When people talk about living abroad, the focus is often on the practical aspects such as learning a new language, navigating paperwork, or adjusting to cultural differences, but the most significant changes tend to happen quietly, over time, and often without us noticing right away.
You do not just move countries, you change.
I am not the person who lived in Canada twenty years ago, and that is hardly surprising. Most of us evolve considerably between our mid twenties and our mid forties as careers develop, priorities shift, relationships change, and life unfolds in unexpected ways. Growing up abroad, however, adds another layer to that process.

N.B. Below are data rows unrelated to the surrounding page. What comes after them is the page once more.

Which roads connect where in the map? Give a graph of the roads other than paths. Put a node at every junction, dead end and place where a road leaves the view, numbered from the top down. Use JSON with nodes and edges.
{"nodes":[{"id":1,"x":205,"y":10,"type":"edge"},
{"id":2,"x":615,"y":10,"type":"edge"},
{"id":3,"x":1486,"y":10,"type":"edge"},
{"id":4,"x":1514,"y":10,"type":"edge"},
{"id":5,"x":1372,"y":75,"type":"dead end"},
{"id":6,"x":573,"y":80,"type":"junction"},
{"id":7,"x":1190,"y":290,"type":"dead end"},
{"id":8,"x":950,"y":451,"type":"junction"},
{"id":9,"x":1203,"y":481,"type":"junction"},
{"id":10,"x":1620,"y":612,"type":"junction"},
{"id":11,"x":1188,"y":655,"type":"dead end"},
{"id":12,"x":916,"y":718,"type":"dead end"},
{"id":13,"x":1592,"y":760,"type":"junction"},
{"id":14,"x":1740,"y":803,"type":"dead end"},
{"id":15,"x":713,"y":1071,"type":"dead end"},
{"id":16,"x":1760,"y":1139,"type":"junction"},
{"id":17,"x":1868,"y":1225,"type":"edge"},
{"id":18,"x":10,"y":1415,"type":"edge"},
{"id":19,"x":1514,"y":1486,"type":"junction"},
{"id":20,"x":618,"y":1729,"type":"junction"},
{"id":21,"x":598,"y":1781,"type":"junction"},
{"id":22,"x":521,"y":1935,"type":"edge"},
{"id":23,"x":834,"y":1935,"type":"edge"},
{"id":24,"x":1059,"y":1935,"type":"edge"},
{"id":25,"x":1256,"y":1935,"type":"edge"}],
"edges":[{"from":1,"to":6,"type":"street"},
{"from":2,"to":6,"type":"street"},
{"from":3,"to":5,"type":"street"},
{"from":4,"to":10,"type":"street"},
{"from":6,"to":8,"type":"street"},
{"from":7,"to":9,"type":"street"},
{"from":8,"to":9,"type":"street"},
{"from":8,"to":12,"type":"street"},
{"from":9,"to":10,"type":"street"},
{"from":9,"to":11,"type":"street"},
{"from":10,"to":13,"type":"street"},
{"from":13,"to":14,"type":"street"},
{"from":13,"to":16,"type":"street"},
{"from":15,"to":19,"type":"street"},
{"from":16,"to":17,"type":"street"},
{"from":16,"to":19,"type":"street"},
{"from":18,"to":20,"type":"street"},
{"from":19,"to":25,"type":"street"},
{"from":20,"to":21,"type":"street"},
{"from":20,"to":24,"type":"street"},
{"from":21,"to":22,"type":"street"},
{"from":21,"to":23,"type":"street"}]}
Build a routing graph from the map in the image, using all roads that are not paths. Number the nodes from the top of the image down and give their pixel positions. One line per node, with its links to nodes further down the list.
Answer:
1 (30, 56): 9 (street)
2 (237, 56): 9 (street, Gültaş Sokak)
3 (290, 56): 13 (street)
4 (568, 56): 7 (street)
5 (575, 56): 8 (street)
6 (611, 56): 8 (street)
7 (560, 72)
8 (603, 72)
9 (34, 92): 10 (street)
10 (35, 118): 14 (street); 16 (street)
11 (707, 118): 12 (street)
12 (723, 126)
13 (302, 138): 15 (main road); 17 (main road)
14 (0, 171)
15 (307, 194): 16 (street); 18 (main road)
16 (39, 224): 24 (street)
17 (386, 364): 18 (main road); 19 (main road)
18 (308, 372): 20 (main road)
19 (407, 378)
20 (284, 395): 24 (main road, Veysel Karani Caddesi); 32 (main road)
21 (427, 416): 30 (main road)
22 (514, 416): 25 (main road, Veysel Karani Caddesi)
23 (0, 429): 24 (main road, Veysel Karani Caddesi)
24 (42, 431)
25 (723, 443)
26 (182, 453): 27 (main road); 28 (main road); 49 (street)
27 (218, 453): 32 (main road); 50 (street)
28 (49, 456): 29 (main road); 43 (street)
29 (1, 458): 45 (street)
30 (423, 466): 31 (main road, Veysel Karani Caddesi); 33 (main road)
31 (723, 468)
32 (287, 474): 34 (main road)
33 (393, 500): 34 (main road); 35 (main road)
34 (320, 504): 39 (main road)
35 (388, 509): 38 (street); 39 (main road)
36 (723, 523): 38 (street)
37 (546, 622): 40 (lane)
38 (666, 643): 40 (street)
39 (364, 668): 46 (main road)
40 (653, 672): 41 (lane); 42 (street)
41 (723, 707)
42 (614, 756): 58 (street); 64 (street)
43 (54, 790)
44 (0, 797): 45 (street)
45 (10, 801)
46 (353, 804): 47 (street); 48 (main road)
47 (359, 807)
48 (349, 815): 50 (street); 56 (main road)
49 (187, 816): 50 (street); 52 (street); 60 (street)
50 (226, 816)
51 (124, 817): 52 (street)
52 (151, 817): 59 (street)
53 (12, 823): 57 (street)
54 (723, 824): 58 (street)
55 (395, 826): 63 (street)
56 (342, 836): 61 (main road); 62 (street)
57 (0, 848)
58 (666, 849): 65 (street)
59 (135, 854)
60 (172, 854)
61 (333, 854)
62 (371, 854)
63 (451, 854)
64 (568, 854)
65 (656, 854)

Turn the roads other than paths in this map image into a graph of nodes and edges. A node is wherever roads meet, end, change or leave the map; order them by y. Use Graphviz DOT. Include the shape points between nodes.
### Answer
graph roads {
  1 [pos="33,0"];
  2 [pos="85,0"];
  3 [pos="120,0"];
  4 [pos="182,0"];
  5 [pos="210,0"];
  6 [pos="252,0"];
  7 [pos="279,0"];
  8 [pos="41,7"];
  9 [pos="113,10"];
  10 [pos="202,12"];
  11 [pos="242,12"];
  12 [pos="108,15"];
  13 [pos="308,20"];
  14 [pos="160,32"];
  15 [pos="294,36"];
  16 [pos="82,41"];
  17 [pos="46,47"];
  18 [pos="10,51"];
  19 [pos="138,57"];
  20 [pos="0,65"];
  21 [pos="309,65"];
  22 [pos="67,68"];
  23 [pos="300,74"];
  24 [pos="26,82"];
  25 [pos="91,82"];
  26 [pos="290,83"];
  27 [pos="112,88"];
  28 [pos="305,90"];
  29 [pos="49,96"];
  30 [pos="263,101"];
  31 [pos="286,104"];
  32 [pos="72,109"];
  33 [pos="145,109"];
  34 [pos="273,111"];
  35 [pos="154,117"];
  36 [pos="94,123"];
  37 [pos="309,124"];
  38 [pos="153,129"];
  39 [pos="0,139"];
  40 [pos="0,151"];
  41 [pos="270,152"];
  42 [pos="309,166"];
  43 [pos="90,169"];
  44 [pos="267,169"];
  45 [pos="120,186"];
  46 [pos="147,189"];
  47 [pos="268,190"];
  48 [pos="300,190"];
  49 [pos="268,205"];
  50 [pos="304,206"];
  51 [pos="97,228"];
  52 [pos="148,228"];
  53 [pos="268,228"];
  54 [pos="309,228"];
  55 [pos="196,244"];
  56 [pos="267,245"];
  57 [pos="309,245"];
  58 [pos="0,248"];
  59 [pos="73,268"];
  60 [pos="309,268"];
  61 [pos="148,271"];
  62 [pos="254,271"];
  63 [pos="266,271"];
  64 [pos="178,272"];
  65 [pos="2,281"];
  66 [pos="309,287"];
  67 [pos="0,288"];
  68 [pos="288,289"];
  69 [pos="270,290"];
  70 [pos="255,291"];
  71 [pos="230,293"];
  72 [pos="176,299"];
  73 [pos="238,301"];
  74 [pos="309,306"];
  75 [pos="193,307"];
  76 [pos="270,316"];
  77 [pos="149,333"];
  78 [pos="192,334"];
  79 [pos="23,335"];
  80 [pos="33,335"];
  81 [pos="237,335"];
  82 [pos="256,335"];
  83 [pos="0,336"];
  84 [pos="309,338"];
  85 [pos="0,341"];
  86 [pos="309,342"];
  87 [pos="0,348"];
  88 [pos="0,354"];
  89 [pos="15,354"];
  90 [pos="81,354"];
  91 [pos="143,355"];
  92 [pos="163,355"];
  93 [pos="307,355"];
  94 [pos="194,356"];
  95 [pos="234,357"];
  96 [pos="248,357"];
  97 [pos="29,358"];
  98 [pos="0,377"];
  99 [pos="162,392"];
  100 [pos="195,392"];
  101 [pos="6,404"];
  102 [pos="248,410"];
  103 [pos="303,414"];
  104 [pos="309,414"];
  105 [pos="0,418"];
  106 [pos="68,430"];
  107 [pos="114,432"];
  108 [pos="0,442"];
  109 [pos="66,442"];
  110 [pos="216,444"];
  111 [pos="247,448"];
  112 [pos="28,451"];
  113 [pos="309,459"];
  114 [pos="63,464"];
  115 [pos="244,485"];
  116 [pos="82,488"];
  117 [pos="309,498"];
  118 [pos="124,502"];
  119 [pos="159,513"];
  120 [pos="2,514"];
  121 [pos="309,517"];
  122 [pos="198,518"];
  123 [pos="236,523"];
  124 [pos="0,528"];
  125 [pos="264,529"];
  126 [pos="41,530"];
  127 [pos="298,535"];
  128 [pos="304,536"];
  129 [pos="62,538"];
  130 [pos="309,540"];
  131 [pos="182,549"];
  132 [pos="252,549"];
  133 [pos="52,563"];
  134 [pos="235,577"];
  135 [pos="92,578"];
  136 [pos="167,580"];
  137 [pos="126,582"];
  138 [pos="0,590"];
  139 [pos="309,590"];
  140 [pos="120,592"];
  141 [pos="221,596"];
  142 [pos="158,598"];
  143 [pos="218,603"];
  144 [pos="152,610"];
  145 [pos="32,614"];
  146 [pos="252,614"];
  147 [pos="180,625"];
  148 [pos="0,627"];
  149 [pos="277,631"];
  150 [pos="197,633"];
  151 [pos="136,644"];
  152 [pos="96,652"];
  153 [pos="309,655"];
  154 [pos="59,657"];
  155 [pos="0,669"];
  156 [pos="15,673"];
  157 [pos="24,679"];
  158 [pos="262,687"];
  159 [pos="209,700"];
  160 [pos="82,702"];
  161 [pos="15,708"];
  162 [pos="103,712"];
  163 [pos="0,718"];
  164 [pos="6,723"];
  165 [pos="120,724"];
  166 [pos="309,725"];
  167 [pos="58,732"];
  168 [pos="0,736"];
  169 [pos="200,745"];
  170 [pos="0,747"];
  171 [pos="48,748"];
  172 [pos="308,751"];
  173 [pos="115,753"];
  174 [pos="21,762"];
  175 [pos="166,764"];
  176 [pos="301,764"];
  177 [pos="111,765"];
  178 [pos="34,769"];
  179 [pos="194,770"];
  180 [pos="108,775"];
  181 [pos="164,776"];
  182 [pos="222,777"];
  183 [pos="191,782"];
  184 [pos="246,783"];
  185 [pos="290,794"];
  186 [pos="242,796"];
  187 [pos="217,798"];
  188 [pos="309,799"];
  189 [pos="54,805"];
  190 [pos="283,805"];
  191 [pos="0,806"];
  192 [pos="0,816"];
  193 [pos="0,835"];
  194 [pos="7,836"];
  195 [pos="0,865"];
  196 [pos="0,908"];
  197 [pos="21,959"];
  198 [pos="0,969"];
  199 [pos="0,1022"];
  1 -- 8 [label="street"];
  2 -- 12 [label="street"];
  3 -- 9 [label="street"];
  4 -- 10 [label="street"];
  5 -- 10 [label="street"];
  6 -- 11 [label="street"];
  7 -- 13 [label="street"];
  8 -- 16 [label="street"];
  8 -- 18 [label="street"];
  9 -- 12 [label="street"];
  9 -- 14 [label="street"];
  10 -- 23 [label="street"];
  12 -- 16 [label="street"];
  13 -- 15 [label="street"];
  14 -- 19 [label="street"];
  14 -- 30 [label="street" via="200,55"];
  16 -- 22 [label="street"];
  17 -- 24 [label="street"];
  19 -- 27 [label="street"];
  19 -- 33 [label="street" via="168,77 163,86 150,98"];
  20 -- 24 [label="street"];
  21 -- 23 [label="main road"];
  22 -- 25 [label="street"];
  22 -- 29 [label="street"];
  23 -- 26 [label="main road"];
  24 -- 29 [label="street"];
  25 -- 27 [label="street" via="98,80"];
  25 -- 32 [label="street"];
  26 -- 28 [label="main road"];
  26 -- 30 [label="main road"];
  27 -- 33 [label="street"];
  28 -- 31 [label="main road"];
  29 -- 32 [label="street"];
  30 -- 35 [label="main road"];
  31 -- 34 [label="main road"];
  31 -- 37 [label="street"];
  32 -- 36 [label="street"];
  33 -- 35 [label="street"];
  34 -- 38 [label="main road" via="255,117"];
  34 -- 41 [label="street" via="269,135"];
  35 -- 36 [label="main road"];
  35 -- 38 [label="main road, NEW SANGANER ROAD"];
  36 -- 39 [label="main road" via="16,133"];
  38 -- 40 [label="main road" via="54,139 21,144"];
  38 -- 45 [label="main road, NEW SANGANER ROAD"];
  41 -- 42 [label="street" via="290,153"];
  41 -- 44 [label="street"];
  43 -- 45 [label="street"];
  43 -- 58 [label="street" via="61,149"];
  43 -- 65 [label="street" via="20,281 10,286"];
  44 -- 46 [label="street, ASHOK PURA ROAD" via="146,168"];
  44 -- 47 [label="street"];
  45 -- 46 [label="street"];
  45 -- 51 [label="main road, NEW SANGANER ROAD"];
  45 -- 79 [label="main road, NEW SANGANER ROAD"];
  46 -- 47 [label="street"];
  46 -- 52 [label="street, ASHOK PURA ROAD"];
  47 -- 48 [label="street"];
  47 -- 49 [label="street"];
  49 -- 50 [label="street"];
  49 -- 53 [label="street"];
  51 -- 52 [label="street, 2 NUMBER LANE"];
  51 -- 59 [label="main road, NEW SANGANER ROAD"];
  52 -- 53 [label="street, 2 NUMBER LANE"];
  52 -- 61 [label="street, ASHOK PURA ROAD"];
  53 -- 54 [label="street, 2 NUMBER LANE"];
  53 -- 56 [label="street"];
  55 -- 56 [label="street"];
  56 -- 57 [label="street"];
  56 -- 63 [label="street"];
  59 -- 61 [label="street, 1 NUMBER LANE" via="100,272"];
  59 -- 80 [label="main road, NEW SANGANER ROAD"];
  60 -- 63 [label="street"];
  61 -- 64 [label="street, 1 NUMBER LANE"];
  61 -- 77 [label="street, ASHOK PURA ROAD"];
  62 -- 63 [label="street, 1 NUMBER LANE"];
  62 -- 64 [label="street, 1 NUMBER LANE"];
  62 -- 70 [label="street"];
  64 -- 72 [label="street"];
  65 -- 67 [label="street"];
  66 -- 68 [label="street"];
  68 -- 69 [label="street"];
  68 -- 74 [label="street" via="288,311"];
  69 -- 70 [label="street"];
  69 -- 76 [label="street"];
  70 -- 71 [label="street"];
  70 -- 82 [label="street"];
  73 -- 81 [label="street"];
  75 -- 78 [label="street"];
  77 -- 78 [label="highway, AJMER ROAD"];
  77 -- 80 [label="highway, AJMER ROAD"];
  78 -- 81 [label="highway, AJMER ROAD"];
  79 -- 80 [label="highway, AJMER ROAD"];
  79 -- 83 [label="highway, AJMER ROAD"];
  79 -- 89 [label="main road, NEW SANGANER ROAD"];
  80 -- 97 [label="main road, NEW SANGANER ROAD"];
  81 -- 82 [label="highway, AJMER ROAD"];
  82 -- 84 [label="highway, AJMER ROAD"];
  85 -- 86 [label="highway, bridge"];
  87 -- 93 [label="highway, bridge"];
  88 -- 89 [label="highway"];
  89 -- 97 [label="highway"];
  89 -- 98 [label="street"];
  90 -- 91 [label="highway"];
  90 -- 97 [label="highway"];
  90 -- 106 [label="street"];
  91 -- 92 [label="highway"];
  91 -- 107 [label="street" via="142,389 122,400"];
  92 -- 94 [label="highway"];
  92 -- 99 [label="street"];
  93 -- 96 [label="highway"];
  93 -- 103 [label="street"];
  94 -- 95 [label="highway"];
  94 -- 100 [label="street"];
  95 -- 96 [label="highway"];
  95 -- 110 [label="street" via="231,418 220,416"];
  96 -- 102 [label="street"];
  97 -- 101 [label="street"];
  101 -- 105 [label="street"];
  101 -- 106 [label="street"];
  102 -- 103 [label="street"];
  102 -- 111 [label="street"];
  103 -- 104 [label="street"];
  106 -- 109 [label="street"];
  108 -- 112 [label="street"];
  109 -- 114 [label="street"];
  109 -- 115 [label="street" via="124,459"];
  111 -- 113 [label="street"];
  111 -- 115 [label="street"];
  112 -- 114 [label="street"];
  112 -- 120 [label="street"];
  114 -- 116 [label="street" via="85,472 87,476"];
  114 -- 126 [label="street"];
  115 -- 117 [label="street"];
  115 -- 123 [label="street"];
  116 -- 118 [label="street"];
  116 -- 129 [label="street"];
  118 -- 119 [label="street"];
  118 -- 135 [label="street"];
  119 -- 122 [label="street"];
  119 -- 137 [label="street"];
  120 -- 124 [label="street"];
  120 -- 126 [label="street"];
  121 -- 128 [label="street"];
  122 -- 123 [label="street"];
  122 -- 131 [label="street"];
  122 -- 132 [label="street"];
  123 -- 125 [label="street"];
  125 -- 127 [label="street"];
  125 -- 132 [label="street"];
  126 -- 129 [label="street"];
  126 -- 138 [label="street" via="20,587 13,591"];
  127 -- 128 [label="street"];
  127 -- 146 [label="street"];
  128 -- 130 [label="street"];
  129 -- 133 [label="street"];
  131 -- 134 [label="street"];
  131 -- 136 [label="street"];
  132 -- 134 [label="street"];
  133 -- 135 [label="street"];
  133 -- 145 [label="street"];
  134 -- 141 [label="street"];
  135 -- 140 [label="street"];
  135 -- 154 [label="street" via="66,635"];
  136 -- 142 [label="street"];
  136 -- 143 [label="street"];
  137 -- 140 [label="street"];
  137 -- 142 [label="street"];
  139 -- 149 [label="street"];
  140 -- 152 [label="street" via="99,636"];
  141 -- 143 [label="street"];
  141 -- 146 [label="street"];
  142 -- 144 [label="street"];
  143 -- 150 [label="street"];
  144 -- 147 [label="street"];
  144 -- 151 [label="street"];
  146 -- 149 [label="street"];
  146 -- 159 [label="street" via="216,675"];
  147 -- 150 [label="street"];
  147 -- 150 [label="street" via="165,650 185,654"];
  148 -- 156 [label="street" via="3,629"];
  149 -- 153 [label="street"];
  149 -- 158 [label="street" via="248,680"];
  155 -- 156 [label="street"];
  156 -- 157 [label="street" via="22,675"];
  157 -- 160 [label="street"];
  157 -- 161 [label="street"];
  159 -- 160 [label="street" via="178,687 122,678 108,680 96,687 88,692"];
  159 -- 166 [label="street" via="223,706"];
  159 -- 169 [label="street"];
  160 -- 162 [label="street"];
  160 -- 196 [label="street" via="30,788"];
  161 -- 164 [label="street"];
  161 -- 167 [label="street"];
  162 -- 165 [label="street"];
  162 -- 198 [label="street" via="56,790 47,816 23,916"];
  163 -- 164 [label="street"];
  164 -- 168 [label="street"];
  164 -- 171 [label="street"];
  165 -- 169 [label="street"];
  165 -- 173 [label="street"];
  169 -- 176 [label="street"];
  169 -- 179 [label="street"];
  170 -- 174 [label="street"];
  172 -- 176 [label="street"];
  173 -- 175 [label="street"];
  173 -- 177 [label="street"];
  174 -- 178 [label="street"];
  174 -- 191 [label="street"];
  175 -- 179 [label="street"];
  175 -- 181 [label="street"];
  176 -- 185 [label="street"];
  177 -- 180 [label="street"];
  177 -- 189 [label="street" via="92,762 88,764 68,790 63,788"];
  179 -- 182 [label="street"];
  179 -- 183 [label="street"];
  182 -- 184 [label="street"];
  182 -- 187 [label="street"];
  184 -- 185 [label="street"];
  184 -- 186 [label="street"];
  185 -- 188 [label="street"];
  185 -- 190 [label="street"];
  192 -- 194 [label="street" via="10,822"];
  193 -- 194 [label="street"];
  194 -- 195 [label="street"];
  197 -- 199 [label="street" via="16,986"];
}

Living in another country means being constantly exposed to different norms, expectations, and ways of doing things, which requires ongoing adaptation, sometimes intentional and sometimes subtle. Over time, you begin to make choices about what you keep from where you came from, what you adopt from where you live now, and what you let go of altogether, and those choices slowly shape who you become.
This way of living also changes how you think about home. It stops being a default or something you inherit, and instead becomes something you actively choose through the relationships you build, the routines you establish, and the values you live by. You create your own reference points, your own traditions, and your own sense of belonging, often blending pieces from different places into something that feels right for you.
There is also an in between space that comes with living abroad, a feeling of not being fully from here or fully from there. At first, that space can feel uncomfortable or disorienting, but over time it often becomes familiar, and even grounding, as you learn to navigate life without needing a single, fixed identity.
Living abroad does not make you better or worse than anyone else, but it does offer perspective. It teaches flexibility, challenges assumptions, and forces you to be intentional about who you are becoming, rather than simply following a path that was laid out for you.
If you have lived abroad, or if life has taken you far from where you started, I would love to know what that experience has taught you.